First published on my original blog in October 2012
Earlier this week I decided to take a trip with my camera to one of my favourite places, the National Trust’s beautiful Powis Castle.
It was a bleak, breezy, rainswept morning but the weather forecast indicated this would pass and be replaced by sunshine. It was hard to believe, but I put my faith in British weather forecasting and set off (as you can imagine, this policy is not always successful!)
Most of the way there the car was lashed with rain, buffeted by the wind and covered in filthy spray kicked up by the inevitable lorries I would find myself stuck behind. But – all credit to the weather forecasters – as I approached Welshpool the clouds parted, the rain eased and the medieval castle and its incredible gardens were bathed in autumn sunshine.
Most Welsh castles were built by kings of Norman and French descent to subdue that nation, as they had done England in the previous centuries. However Powis Castle was one of the exceptions – it was the fortress seat of Welsh princes and building began on the formidable structure around 1200.

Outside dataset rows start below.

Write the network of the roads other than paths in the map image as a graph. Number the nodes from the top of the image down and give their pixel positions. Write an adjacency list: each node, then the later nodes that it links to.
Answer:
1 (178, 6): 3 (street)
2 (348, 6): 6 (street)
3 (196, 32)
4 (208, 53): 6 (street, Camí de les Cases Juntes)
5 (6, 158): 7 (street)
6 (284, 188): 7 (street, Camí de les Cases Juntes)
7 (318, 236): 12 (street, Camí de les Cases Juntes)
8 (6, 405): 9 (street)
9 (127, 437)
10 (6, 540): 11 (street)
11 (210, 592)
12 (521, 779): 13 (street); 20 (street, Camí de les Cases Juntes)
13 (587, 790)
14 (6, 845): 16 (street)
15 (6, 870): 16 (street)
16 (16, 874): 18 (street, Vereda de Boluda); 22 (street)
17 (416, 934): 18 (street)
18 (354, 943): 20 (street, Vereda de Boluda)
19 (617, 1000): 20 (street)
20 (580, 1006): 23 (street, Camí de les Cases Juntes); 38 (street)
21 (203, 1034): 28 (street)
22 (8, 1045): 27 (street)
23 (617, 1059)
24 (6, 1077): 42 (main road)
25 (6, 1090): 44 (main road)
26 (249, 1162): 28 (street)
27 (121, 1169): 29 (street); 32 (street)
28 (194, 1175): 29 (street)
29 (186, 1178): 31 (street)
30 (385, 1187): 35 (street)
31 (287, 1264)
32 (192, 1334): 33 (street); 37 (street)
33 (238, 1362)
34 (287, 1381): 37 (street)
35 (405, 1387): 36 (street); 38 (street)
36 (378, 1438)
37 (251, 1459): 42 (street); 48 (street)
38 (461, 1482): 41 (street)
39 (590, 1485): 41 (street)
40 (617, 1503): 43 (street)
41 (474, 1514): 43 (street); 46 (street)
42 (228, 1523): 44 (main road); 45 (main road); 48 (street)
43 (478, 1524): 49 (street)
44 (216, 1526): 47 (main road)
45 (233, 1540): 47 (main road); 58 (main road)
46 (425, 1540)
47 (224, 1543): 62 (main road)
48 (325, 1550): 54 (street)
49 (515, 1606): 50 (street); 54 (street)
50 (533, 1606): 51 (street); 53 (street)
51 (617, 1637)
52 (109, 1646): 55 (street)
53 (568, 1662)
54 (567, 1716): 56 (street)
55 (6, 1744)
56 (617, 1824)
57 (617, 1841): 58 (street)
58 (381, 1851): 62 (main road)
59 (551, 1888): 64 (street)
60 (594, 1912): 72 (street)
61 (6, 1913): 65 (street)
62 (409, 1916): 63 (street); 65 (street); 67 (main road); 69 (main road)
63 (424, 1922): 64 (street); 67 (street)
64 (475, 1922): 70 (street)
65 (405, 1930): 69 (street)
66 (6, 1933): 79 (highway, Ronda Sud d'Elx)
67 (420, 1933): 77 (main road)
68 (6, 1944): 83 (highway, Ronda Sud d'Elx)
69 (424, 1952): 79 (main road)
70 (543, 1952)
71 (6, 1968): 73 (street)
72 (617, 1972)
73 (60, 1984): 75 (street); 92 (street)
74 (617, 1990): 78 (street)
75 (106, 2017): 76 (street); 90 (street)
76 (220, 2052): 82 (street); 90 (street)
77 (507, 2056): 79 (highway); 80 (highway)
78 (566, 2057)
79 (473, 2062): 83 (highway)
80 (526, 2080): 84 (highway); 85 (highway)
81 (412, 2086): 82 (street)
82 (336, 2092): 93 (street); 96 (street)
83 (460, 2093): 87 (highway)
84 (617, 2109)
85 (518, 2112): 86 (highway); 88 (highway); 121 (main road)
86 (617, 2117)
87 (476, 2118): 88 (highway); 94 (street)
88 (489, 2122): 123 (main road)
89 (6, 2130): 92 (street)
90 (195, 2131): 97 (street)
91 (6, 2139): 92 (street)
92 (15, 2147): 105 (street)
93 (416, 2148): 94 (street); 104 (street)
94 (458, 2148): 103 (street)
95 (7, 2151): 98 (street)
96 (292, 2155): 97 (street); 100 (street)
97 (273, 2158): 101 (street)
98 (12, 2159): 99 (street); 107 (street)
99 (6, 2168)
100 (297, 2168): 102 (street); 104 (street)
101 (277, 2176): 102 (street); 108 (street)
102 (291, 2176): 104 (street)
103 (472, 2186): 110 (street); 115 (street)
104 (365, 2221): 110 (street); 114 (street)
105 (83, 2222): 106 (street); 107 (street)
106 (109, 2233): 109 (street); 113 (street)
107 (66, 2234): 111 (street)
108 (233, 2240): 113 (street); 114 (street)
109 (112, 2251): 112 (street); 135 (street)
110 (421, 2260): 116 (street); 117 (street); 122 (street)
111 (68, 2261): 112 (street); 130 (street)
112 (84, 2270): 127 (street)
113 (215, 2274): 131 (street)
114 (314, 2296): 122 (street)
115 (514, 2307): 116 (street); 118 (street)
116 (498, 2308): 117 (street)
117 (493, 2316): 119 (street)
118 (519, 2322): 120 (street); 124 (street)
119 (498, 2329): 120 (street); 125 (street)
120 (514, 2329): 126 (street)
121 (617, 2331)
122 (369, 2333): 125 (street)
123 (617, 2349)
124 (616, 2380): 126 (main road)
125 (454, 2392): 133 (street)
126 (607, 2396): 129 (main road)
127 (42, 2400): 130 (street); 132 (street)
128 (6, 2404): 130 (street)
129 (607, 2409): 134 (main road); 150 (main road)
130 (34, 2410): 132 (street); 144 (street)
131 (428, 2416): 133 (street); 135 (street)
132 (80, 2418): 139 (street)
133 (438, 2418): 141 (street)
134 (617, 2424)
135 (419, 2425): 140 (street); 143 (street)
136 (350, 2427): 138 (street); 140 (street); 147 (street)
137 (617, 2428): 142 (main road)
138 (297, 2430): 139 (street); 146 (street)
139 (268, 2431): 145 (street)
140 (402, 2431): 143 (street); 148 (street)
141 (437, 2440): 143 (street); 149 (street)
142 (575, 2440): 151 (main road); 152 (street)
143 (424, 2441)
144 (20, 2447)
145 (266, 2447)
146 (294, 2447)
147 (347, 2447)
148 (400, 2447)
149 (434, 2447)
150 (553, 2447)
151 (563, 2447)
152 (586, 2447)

Much of the work to transform the castle into the lavishly decorated and furnished stately home it is today has taken place over the last four hundred years. Inside it is incredibly atmospheric, particularly the Elizabethan long gallery, where residents and guests could take a leisurely walk during spells of poor weather, admiring the works of art that would be hanging on the walls. The state bedroom is also remarkable, decorated with rich hangings and an abundance of gilt.
However, it was the gardens I had come to photograph. These are among the most beautiful in Britain and survived the 18th century fashion for naturalistic landscaping. It is thought the terraces here were created in the 1680s – each one has a different character depending on the soil type and because of their south-east aspect and the mild climate, an abundance of shrubs, climbers and herbaceous perennials are grown here.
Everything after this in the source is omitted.